South African Cryptocurrency Ponzu Scheme

Mirror Trading International (MTI), declared a pyramid scheme by the South African High Court, was a cryptocurrency trading platform promising automated trading services with significant returns.

MTI was masterminded by Johann Steynberg, who claimed to use an artificial intelligence bot for its trading activities. MTI faced intense scrutiny and legal challenges, particularly from South African authorities, who alleged that it was operating as a fraudulent scheme.

MTI's unraveling led to its eventual collapse, the arrest of key figures, and significant financial losses for many investors.

The scheme involved 100,000 people from 140 countries.

==Timeline==
Timeline of Mirror Trading International:

2019:
MTI was launched in South Africa as an automated bitcoin trading platform, offering significant returns to investors through a trading bot.

2020:
Membership in MTI experienced a significant increase, especially due to its network marketing model.
In September 2020, vulnerabilities in MTI's website were exposed by Anonymous ZA.
In December 2020, MTI collapsed following the disappearance of CEO Johann Steynberg in Brazil

2021:
In June 2021, MTI was placed into final liquidation by the Western Cape High Court
In December 2021, Johann Steynberg was arrested in Brazil on charges of using forged identity documents

2023:
In April 2023, the Western Cape High Court declared MTI a pyramid and Ponzi-type scheme.
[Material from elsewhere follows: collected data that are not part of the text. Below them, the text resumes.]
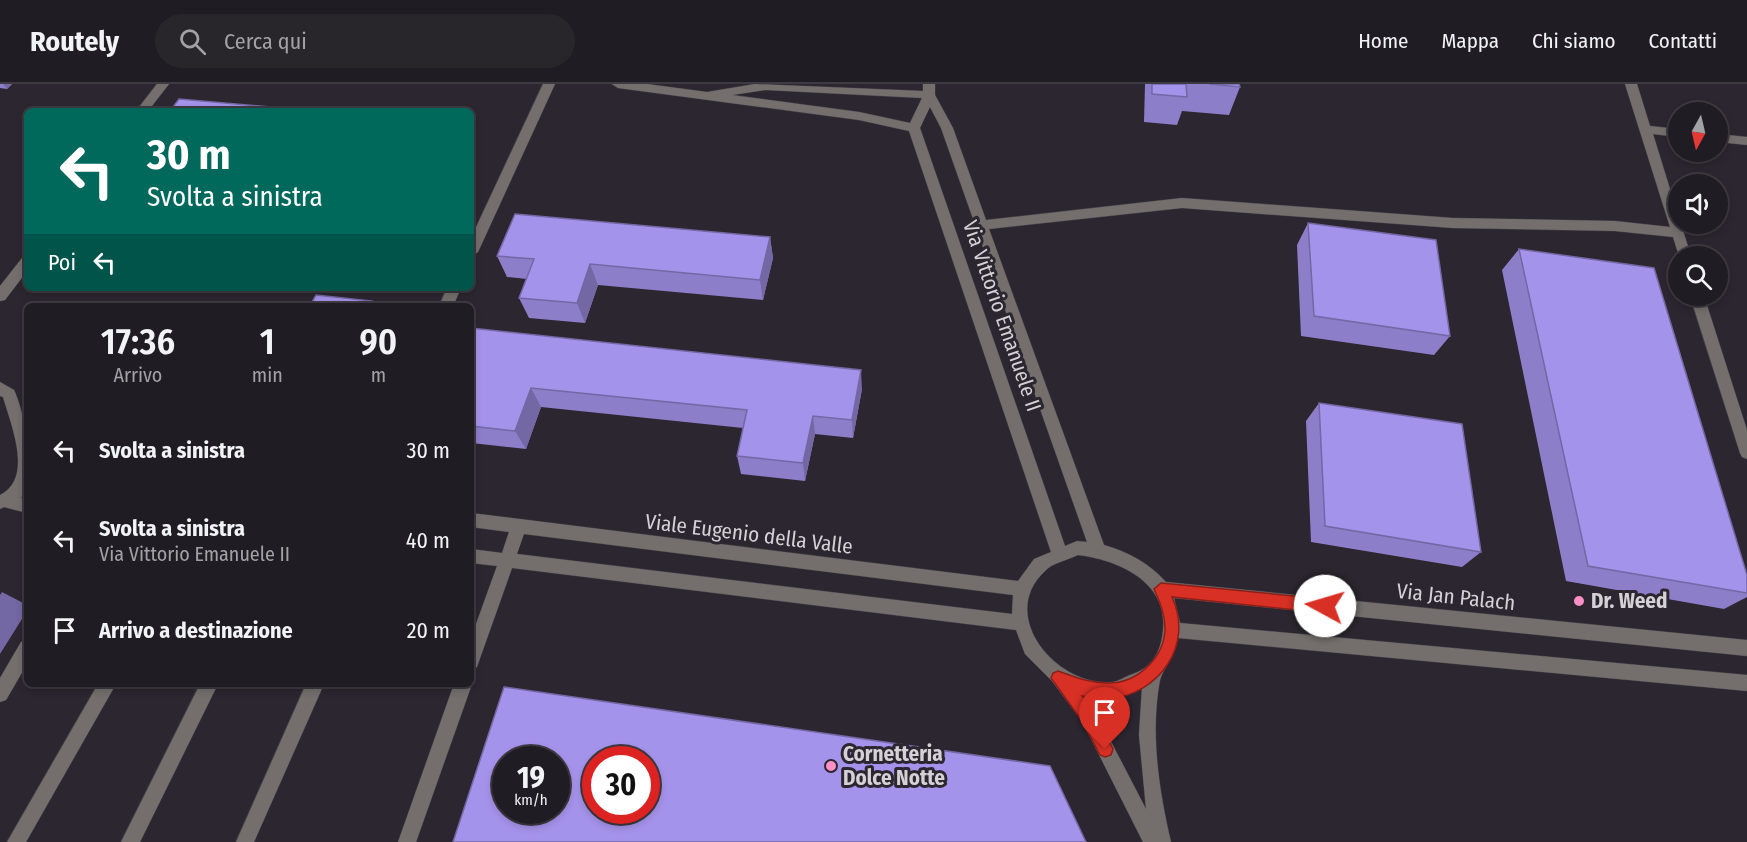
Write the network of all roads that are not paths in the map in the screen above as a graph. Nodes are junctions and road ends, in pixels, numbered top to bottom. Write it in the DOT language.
graph roads {
  1 [pos="163,84"];
  2 [pos="549,84"];
  3 [pos="618,84"];
  4 [pos="1631,84"];
  5 [pos="929,90"];
  6 [pos="710,95"];
  7 [pos="144,108"];
  8 [pos="914,128"];
  9 [pos="1645,129"];
  10 [pos="1668,132"];
  11 [pos="1728,139"];
  12 [pos="1747,141"];
  13 [pos="1668,201"];
  14 [pos="982,225"];
  15 [pos="1668,232"];
  16 [pos="474,246"];
  17 [pos="24,265"];
  18 [pos="0,296"];
  19 [pos="1700,306"];
  20 [pos="0,384"];
  21 [pos="0,388"];
  22 [pos="1747,453"];
  23 [pos="24,456"];
  24 [pos="24,479"];
  25 [pos="3,502"];
  26 [pos="24,506"];
  27 [pos="474,520"];
  28 [pos="519,526"];
  29 [pos="1096,548"];
  30 [pos="1059,552"];
  31 [pos="474,556"];
  32 [pos="507,560"];
  33 [pos="1022,589"];
  34 [pos="1161,589"];
  35 [pos="1019,623"];
  36 [pos="1173,630"];
  37 [pos="1747,648"];
  38 [pos="474,652"];
  39 [pos="24,653"];
  40 [pos="1153,673"];
  41 [pos="1058,678"];
  42 [pos="1747,683"];
  43 [pos="105,687"];
  44 [pos="208,687"];
  45 [pos="314,687"];
  46 [pos="462,687"];
  47 [pos="0,694"];
  48 [pos="16,842"];
  49 [pos="130,842"];
  50 [pos="244,842"];
  51 [pos="407,842"];
  52 [pos="1153,842"];
  53 [pos="1162,842"];
  1 -- 7 [label="street"];
  2 -- 16 [label="street"];
  3 -- 6 [label="street"];
  4 -- 9 [label="street"];
  5 -- 6 [label="street"];
  5 -- 8 [label="street"];
  5 -- 14 [label="street, Via Vittorio Emanuele II"];
  6 -- 8 [label="street"];
  8 -- 30 [label="street, Via Vittorio Emanuele II"];
  9 -- 10 [label="street"];
  9 -- 13 [label="street"];
  11 -- 12 [label="street"];
  14 -- 15 [label="street"];
  14 -- 29 [label="street, Via Vittorio Emanuele II"];
  17 -- 18 [label="street"];
  19 -- 22 [label="street"];
  20 -- 21 [label="street"];
  21 -- 23 [label="street"];
  24 -- 25 [label="street"];
  25 -- 26 [label="street"];
  27 -- 28 [label="street, Viale Eugenio della Valle"];
  28 -- 32 [label="street"];
  28 -- 33 [label="street, Viale Eugenio della Valle"];
  29 -- 30 [label="street"];
  29 -- 34 [label="street"];
  30 -- 33 [label="street"];
  31 -- 32 [label="street"];
  32 -- 35 [label="street"];
  32 -- 38 [label="street"];
  33 -- 35 [label="street"];
  34 -- 36 [label="street"];
  34 -- 37 [label="street, Via Jan Palach"];
  35 -- 41 [label="street"];
  36 -- 40 [label="street"];
  36 -- 42 [label="street"];
  39 -- 47 [label="street"];
  40 -- 41 [label="street"];
  40 -- 53 [label="street"];
  41 -- 52 [label="street"];
  43 -- 48 [label="street"];
  44 -- 49 [label="street"];
  45 -- 50 [label="street"];
  46 -- 51 [label="street"];
}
Attempts to appeal the ruling by Clynton Marks were not granted.
MTI's liquidators received recognition in various countries, aiding the investigation and fund recovery efforts.

The liquidators of MTI played a crucial role in the investigation and fund recovery efforts of the Ponzi scheme. Here are some ways in which they aided in these efforts:

Recovery of Funds: The liquidators successfully recovered 1,281 BTC (worth approximately R1.05 billion) from the sale of BTC held by Belize-based broker FXChoice. This recovery was a significant step towards compensating the victims of the scam.
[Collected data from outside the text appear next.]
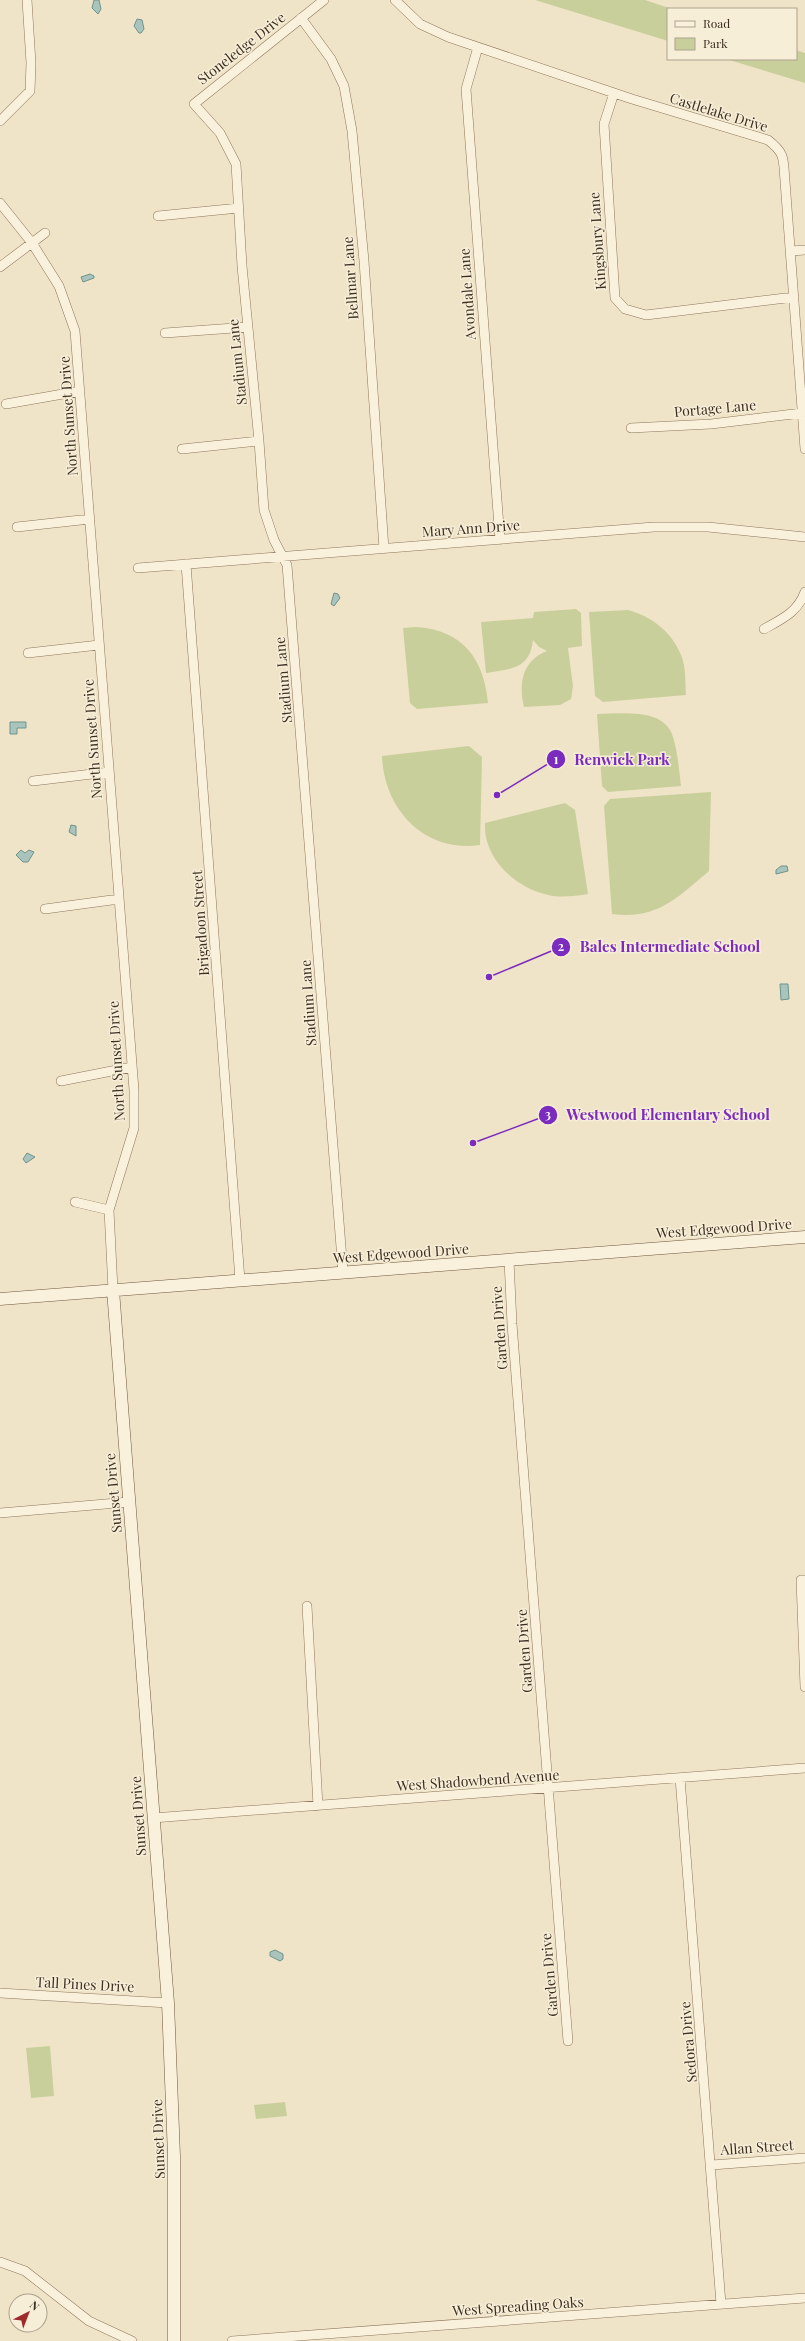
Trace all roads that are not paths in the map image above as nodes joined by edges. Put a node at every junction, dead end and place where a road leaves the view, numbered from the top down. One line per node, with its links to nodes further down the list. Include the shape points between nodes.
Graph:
1 (26, 0): 8 (street, via 31,63 30,91)
2 (324, 0): 4 (street, Stoneledge Drive)
3 (395, 0): 5 (street, Castlelake Drive, via 420,24)
4 (301, 18): 7 (street, Stoneledge Drive); 31 (street, Bellmar Lane, via 331,59 344,86 352,131 364,261)
5 (478, 47): 6 (street, Castlelake Drive); 30 (street, Avondale Lane, via 466,89)
6 (614, 94): 15 (street, Castlelake Drive, via 768,140 777,147 783,154); 17 (street, Kingsbury Lane, via 604,124 615,298 625,309 646,315)
7 (194, 104): 10 (street, Stadium Lane, via 220,133 236,164)
8 (0, 121)
9 (0, 203): 13 (street, North Sunset Drive)
10 (239, 208): 11 (street); 18 (street, Stadium Lane)
11 (158, 216)
12 (45, 233): 13 (street)
13 (32, 243): 16 (street); 20 (street, North Sunset Drive, via 59,286 75,331)
14 (805, 250): 15 (street)
15 (791, 251): 17 (street, Castlelake Drive)
16 (0, 267)
17 (794, 297): 22 (street, Castlelake Drive)
18 (248, 328): 19 (street); 24 (street, Stadium Lane)
19 (165, 333)
20 (80, 391): 21 (street); 27 (street, North Sunset Drive)
21 (6, 404)
22 (802, 413): 23 (street, Portage Lane, via 711,424); 26 (street, Castlelake Drive)
23 (631, 428)
24 (259, 441): 25 (street); 32 (street, Stadium Lane, via 264,510)
25 (182, 449)
26 (805, 449)
27 (90, 519): 28 (street); 37 (street, North Sunset Drive)
28 (17, 527)
29 (805, 537): 30 (street, Mary Ann Drive, via 708,527 654,527)
30 (500, 540): 31 (street, Mary Ann Drive)
31 (384, 549): 32 (street, Mary Ann Drive)
32 (282, 556): 33 (street, Mary Ann Drive); 49 (street, Stadium Lane, via 287,566 295,653)
33 (186, 564): 34 (street, Mary Ann Drive); 50 (street, Brigadoon Street)
34 (138, 568)
35 (805, 592): 36 (street, via 802,602 790,615)
36 (764, 629)
37 (99, 645): 38 (street); 39 (street, North Sunset Drive)
38 (28, 653)
39 (109, 772): 40 (street); 41 (street, North Sunset Drive)
40 (33, 781)
41 (119, 899): 42 (street); 43 (street, North Sunset Drive)
42 (45, 909)
43 (132, 1067): 44 (street); 46 (street, North Sunset Drive, via 134,1128)
44 (61, 1081)
45 (74, 1202): 46 (street)
46 (109, 1210): 51 (street, North Sunset Drive)
47 (805, 1237): 48 (street, West Edgewood Drive)
48 (509, 1260): 49 (street, West Edgewood Drive); 60 (street, Garden Drive)
49 (343, 1272): 50 (street, West Edgewood Drive)
50 (240, 1280): 51 (street, West Edgewood Drive)
51 (113, 1290): 52 (street, West Edgewood Drive); 53 (street, Sunset Drive)
52 (0, 1299)
53 (129, 1502): 54 (street); 62 (street, Sunset Drive)
54 (0, 1514)
55 (805, 1580): 57 (street, via 801,1580)
56 (307, 1606): 61 (street)
57 (805, 1687)
58 (805, 1768): 59 (street, West Shadowbend Avenue)
59 (680, 1778): 60 (street, West Shadowbend Avenue); 67 (street, Sedora Drive)
60 (548, 1788): 61 (street, West Shadowbend Avenue); 65 (street, Garden Drive)
61 (318, 1806): 62 (street, West Shadowbend Avenue)
62 (153, 1818): 64 (street, Sunset Drive)
63 (0, 1993): 64 (street, Tall Pines Drive)
64 (168, 2003): 72 (street, Sunset Drive, via 174,2156)
65 (568, 2041)
66 (805, 2158): 67 (street, Allan Street)
67 (712, 2165): 70 (street, Sedora Drive)
68 (0, 2262): 71 (street, via 25,2271 89,2321)
69 (805, 2298): 70 (street, West Spreading Oaks)
70 (721, 2304): 73 (street, West Spreading Oaks)
71 (132, 2341)
72 (174, 2341)
73 (232, 2341)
Identification of Possible Debtors: The liquidators conducted preliminary investigations and identified "possible debtors" with claims totaling R2.07 billion. This process involved examining the assets and affairs of individuals and entities associated with MTI, including JNX Online, a company controlled by former MTI CEO Johann Steynberg and his wife Nerina.

Investigation of Assets and Affairs: The liquidators are actively investigating the assets and affairs of JNX Online, which was used by Steynberg to buy and sell BTC and to pay creditors and employees of MTI. This investigation aims to uncover any potential fraudulent activities or hidden assets that could be used to compensate the victims.
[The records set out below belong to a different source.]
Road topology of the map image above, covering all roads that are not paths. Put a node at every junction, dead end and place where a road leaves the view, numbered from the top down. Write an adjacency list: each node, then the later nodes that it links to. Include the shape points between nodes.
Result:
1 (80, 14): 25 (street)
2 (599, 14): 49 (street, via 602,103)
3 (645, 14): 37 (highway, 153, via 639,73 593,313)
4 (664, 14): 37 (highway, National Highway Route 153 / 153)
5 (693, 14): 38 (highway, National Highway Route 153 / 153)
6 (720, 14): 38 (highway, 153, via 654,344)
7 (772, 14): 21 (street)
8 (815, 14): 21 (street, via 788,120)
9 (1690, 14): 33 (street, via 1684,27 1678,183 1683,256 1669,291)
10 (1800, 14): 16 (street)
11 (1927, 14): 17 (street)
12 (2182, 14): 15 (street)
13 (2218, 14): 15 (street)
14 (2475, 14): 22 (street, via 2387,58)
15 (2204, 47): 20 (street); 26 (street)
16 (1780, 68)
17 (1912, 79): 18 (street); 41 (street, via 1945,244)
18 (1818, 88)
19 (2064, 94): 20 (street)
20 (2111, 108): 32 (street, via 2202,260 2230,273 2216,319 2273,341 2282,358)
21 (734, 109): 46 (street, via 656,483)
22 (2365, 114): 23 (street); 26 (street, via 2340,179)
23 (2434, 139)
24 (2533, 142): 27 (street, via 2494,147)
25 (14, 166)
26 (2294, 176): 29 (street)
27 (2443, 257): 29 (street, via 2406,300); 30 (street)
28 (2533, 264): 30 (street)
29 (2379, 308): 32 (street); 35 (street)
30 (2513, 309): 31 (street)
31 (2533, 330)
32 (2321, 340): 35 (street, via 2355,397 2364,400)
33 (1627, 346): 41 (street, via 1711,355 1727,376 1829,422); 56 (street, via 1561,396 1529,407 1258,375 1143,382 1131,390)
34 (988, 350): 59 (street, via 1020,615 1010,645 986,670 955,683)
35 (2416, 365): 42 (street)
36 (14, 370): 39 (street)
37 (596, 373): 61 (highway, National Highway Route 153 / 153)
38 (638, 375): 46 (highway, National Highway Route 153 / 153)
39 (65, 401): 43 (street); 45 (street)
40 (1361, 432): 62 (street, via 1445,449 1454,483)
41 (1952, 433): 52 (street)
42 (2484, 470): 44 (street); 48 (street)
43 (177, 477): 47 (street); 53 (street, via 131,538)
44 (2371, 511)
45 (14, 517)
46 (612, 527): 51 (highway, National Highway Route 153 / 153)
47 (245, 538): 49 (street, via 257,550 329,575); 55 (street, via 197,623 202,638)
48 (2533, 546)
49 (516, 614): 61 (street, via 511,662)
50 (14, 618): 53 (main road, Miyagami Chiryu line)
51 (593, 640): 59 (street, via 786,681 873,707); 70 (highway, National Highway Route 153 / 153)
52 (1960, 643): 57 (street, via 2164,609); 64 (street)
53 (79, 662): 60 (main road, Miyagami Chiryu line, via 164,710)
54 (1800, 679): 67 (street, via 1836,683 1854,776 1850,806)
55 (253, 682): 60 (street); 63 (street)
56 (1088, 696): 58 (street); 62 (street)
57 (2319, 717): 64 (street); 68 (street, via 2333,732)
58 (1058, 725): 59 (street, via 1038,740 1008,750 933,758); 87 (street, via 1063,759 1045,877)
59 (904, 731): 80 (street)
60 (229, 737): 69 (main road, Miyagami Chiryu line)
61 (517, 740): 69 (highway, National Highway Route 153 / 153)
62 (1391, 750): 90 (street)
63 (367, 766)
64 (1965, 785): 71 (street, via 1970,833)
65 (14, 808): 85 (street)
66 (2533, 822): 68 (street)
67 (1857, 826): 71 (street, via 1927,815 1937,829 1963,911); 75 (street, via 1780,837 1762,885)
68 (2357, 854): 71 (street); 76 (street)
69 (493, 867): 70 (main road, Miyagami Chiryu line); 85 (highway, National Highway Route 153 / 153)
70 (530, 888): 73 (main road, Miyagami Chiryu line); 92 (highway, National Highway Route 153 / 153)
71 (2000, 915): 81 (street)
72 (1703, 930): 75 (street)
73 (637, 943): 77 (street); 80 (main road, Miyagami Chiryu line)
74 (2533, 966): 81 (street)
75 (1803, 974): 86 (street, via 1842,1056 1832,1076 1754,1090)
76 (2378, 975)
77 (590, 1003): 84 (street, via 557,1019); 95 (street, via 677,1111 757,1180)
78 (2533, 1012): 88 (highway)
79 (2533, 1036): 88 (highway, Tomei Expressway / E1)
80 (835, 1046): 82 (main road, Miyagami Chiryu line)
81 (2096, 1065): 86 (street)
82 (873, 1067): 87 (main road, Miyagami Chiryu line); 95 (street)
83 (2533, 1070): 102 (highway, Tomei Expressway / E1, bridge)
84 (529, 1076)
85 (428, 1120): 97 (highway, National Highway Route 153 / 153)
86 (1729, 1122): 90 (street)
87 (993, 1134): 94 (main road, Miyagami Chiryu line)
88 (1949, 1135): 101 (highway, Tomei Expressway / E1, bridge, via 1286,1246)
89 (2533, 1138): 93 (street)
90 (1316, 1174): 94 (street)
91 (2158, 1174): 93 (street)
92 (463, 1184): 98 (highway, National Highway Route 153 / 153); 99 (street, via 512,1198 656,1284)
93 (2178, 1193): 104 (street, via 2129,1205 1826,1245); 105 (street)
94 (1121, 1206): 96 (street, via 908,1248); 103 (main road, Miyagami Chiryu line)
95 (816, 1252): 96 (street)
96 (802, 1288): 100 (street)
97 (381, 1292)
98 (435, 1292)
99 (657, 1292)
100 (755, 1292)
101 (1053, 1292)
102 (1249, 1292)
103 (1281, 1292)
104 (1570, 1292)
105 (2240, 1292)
Collaboration with International Law Enforcement Agencies: The liquidators have teamed up with international law enforcement agencies, including the US Federal Bureau of Investigation, to assist in the recovery of funds. This collaboration enhances the chances of locating and retrieving assets that may have been moved or hidden outside of South Africa.

Appointment of Crypto Specialists: To aid in the quantification and identification of claims, the liquidators have appointed crypto specialists to analyze the information obtained from MTI's back-office platform, Maxtra Technologies. These specialists possess the expertise needed to navigate the complexities of cryptocurrency transactions and trace funds.